Tijdens de vorige verkiezingsperiode ging elk debat erover: bestaanszekerheid. In de huidige verkiezingsprogramma’s kom je het woord bijna niet meer tegen – uitzonderingen daargelaten. Toch is de bestaanszekerheid van veel Nederlanders op z’n zachtst gezegd nog altijd wankel.
Volgens cijfers van het SCP, het CBS en Nibud leefden 540.000 Nederlanders in 2023 onder de armoedegrens en 1,2 miljoen mensen net erboven. Kinderen die opgroeien in armoede geven hun leven een lager rapportcijfer dan leeftijdsgenoten met voldoende geld in huis. De inkomenskloof tussen Nederlanders groeit, waardoor er ook een ‘begripskloof’ ontstaat: we praten niet meer met elkaar en begrijpen steeds minder van elkaars leefwereld.
Beter met geld omgaan
Overheid, hulpverleners en medeburgers nemen geld vaak als uitgangspunt om armoede aan te pakken. Ze wijzen families erop dat ze beter met geld moeten omgaan. Ter ondersteuning voorzien ze hen van materiële zaken: van toeslagen tot bijzondere bijstand, van laptops tot voedingspakketten.

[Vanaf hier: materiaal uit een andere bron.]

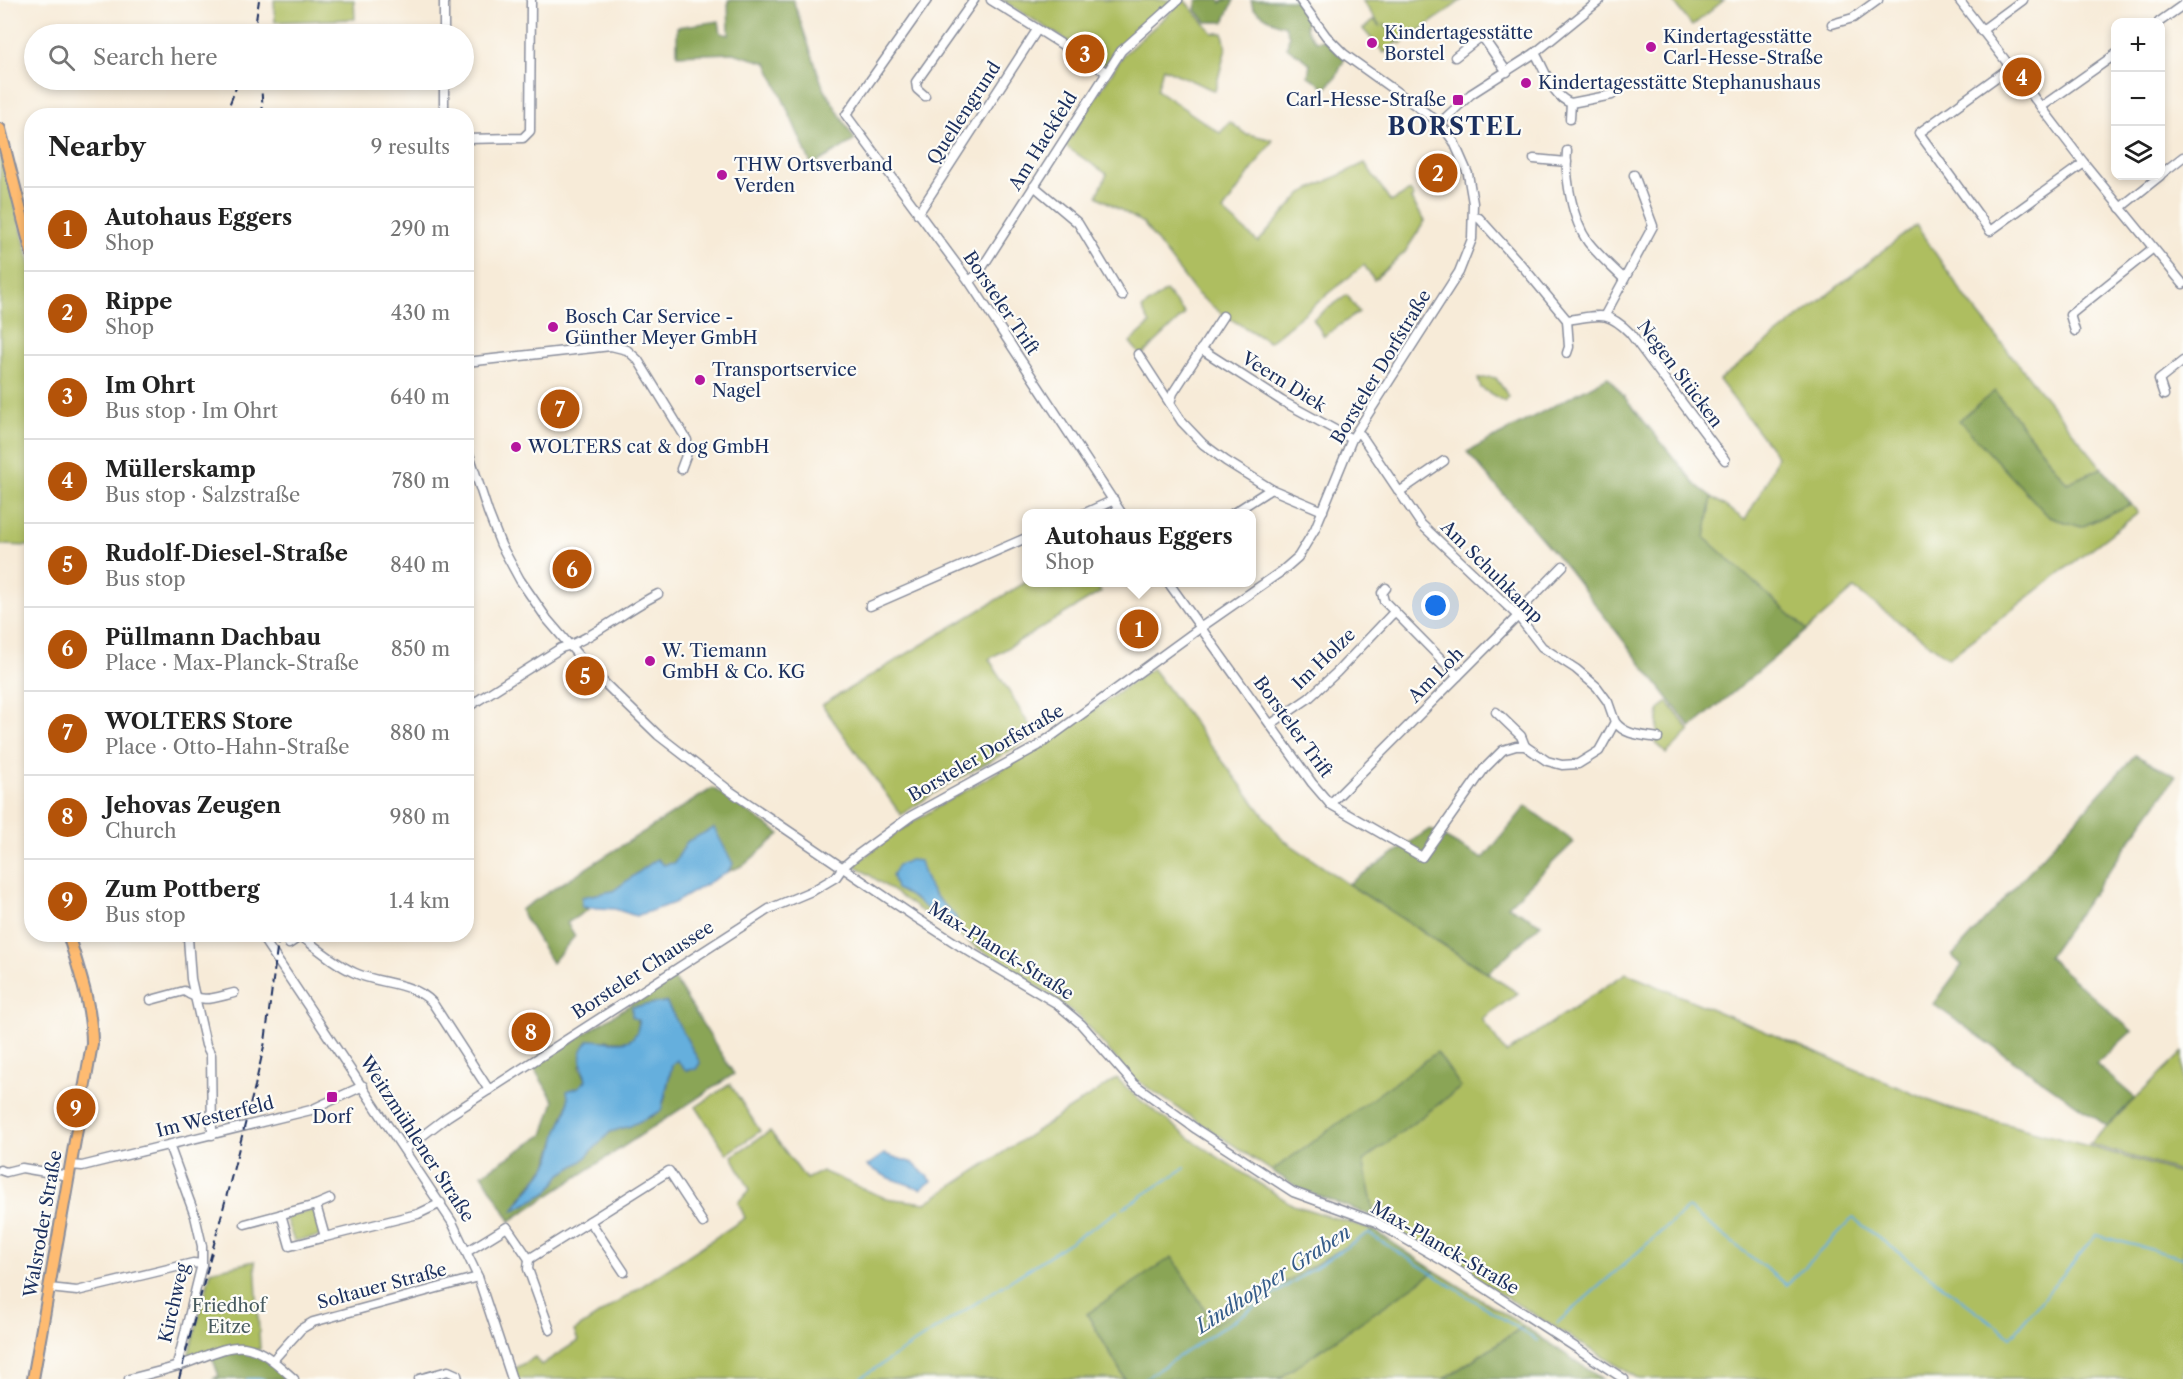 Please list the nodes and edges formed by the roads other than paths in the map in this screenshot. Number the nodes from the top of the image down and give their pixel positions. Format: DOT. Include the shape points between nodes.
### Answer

Maar het probleem strekt verder dan geld, blijkt uit ons onderzoek waarin de ervaringskennis van families met intergenerationele geldproblemen centraal staat. Mensen die leven in armoede worden vaak niet gehoord. Mensen mét geld beslissen over mensen zónder geld. Het huidige systeem van beleidsontwikkeling en bestuur is ingericht door theoretisch opgeleiden met hoge inkomens. Daardoor is het gebaseerd op hún manier van denken, hún leven en hún belangen.
Snel oppakken
Hoe geven we ervaringsdeskundigheid de plek die ze verdient bij het bepalen van beleid? Dat lijkt lastiger dan het is. Want er zijn laagdrempelige oplossingen die we als samenleving snel op kunnen pakken. Stel bijvoorbeeld adviesgroepen aan van mensen met ervaringskennis bij het bedenken van beleid dat over hen gaat. Zorg ook dat strategische functies door ervaringsdeskundigen worden bezet en dat zij de ruimte krijgen om hun ervaringskennis in te zetten.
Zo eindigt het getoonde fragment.